> [Stored data entries]:
+--
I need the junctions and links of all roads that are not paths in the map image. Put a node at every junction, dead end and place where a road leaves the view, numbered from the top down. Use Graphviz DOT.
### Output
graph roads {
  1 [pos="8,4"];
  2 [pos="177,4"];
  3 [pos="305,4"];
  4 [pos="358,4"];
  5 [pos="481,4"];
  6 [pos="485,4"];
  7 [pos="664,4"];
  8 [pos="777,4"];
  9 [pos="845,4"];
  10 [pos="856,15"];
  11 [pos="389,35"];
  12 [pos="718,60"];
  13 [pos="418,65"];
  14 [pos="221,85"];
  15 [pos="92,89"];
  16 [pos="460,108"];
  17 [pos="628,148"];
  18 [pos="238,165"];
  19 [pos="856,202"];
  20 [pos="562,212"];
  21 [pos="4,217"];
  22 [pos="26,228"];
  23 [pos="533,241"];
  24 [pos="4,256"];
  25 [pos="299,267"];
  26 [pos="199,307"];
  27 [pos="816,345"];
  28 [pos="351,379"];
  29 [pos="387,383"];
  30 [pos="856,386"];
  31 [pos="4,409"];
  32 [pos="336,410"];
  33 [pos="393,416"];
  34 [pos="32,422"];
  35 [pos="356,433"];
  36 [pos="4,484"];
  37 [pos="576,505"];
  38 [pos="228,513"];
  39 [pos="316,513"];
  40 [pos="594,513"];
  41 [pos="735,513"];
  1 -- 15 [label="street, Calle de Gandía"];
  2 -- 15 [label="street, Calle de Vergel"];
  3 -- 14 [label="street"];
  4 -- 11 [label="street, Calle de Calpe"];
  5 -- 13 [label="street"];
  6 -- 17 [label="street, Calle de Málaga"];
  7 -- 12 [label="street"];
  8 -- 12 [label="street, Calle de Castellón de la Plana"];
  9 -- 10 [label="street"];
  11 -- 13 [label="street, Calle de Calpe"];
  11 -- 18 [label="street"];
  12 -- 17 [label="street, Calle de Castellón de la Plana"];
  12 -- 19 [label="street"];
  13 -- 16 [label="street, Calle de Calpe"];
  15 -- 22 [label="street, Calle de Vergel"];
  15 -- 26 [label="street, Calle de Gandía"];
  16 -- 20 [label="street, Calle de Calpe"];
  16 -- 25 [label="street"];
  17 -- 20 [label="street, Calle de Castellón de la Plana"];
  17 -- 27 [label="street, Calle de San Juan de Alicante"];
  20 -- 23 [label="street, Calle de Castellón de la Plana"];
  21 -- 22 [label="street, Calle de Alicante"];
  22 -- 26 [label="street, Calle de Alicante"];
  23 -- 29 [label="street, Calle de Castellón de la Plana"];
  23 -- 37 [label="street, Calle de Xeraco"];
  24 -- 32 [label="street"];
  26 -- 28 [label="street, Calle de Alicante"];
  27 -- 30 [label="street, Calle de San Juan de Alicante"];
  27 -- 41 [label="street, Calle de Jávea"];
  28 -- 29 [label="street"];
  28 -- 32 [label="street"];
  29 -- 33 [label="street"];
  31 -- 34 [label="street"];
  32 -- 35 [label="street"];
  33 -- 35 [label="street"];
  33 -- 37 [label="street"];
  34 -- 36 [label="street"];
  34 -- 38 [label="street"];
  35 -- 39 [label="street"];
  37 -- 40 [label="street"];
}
+--
> [Problem to work on]:
Report how many lines in these entries contain "Alicante". Answer with the number only.

> [Task result]:
5